He leído este mes varios libros que evocan la memoria personal de los años 70. Uno más divertido, sobre una adolescencia más hedonista que comunista de Arcadi Espada, y otro triste e íntimo en torno a la muerte del comisario Luigi Calabresi. Tienen los dos un énfasis periodístico muy grato, tan poco visto en las memorias hispanas (por favor, Pilar Urbano, deja de atentar contra el ensayo), y así pretenden confrontar la memoria personal con los testimonios del tiempo.
Es una ley importante a la hora de recoger fuentes, vaya, que siempre el testimonio cercano en el tiempo es más próximo a la verdad. En el caso de las memorias de Arcadi Espada adolescente, Vida de Arcadio -libro tan atravesado por Marsé-,el autor juguetea con una tercera persona. En ocasiones, quizá, es más literato que historiador como cuando narra un asesinato en el “drugstore” donde no coteja un periódico que confirme el suceso. Estos hechos mistificadores, y algunas anécdotas estupendas, se limitan por las distintas voces de su juventud -donde brilla Marcos Ordóñez- y una voluntad de estilo inevitable en Espada. Libro fuera de tiempo, es una de sus mejores piezas y sospecho que pasará desapercibido por no tratar temas en la agenda política.
Todos quieren ser un «pijoaparte»
Es mucho más grave el testimonio de Mario Calabresi, en el cual confronta memoria e informaciones sobre el asesinato de su padre por la extrema izquierda italiana. Aquí se enfrentan dos memorias contrapuestas con pericia. Primero, la del hijo de Luigi Calabresi, chivo expiatorio del asesinato del anarquista milanés Giuseppe Pinelli. Segundo, aquella de la zurda transalpina presta a la búsqueda de nuevas ficciones que aseguren su supervivencia. Mario Calabresi consigue en este ensayo, Salir de la noche, un raro equilibrio entre el testimonio personal y la propaganda contra un padre que hubo apenas conocer. ¿Quién mató al comendador / anarquista? No fue, claro, Fuenteovejuna, pero tampoco Luigi Calabresi, que se encontraba en otra planta de la comisaría cuanto Pinelli falleció.
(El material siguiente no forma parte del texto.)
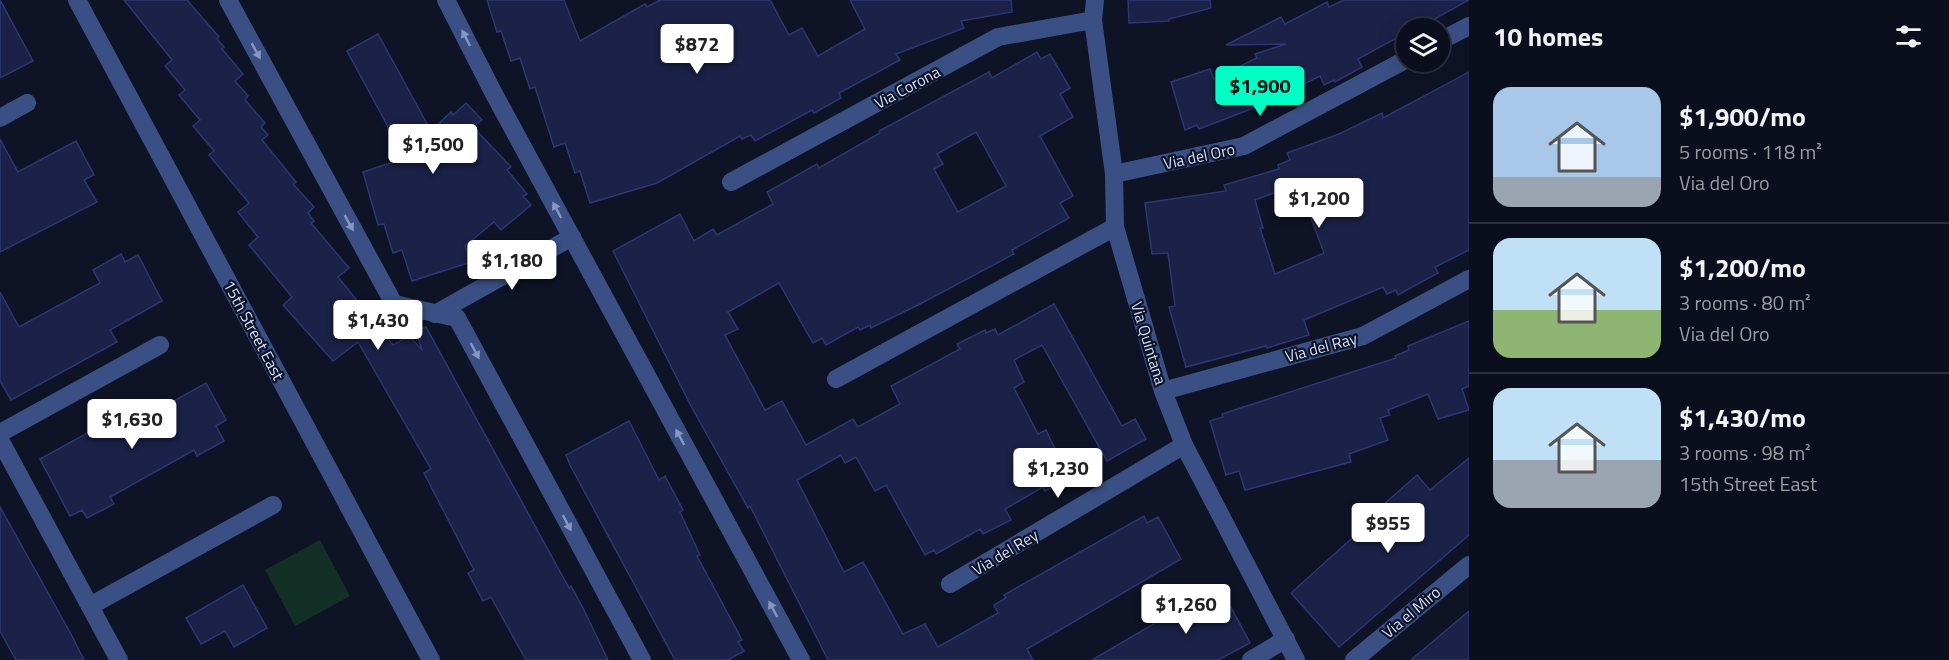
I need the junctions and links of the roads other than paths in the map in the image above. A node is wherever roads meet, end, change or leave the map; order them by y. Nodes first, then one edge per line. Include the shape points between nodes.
1 (77, 0) edge
2 (228, 0) edge
3 (446, 0) edge
4 (1095, 0) edge
5 (1093, 20) junction
6 (1469, 26) edge
7 (1450, 36) edge
8 (1396, 65) edge
9 (27, 103) dead end
10 (0, 118) edge
11 (1114, 174) junction
12 (731, 182) dead end
13 (1115, 227) junction
14 (572, 237) junction
15 (1469, 279) edge
16 (435, 314) junction
17 (160, 345) dead end
18 (836, 379) dead end
19 (1163, 390) junction
20 (0, 433) edge
21 (0, 440) edge
22 (1184, 445) junction
23 (273, 505) dead end
24 (1469, 565) edge
25 (950, 585) dead end
26 (90, 606) junction
27 (1286, 639) junction
28 (119, 660) edge
29 (431, 660) edge
30 (642, 660) edge
31 (801, 660) edge
32 (1251, 660) edge
33 (1296, 660) edge
34 (1354, 660) edge

1 - 29 street, 15th Street East
2 -> 16 street via 394,304
14 -> 3 street
4 - 5 street, Via Quintana
5 - 11 street, Via Quintana
5 - 12 street, Via Corona via 998,38
6 - 7 street
8 - 11 street, Via del Oro via 1244,146
9 - 10 street
11 - 13 street, Via Quintana
13 - 18 street
13 - 19 street, Via Quintana
14 - 16 street
31 -> 14 street
15 - 19 street, Via del Ray via 1363,336
16 -> 30 street via 457,318
17 - 20 street
19 - 22 street, Via Quintana
21 - 26 street
22 - 25 street, Via del Rey
22 - 27 street, Via Quintana
23 - 26 street
24 - 34 street, Via el Miro
26 - 28 street
27 - 32 street
27 - 33 street, Via Quintana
La calma antes de la fatalidad
Ahí es donde empieza el proceso mitológico donde se pergeña una figura maligna como villano que acabó con la revolución. “Los años de plomo” en Italia, tiempo donde se enfrentaron servicios secretos occidentales con sus homónimos soviéticos, necesitaron figuras de cera para ejercer como dioses o monstruos de relatos bajo la sombra del absoluto. Se quería todo y aquel que impidiera arrancar el fruto prohibido del árbol ejercía de necesaria serpiente. La manzana no cayó, no había tantos moviendo el árbol y la gravedad en tanto científica es anticomunista. Luigi Calabresi, cuyo apellido además coincidía en sílabas con “assassino” para perfecta proclama, fue el necesario ser abyecto para una izquierda que leía más que pensaba. Detrás todos estos ridículos, de los campamentos rojos con un bisoño Arcadio Espada o de la tragedia vital de tintes viscontianos de la familia Calabresi, los muertos en vida que legó una épica fantasmagórica llamada comunismo. Dice Carmen Grimau:
“Los viejos camaradas no murieron todos de la misma forma, ni en los mismos lugares, ni en las mismas fechas, ni en las mismas geografías. Muchos pisaron suelos de cristal y se estrellaron sin saber que habían sido traicionados. Véase el guerrillero Víctor García Estanillo. Otros viejos camaradas reventaron sabiendo a quién obedecían. Otros se salvaron por la escritura; incluso algunos, al final de su vida, perdieron la memoria, ellos, que jamás se permitieron olvidar quiénes fueron en sus múltiples vidas. Y esos clandestinos murieron sin dejar rastro, palabra ni consigna, y sus últimas voluntades quedaron bajo la estricta conveniencia del interés político. Pero ninguno de ellos luchó por unos honores póstumos”.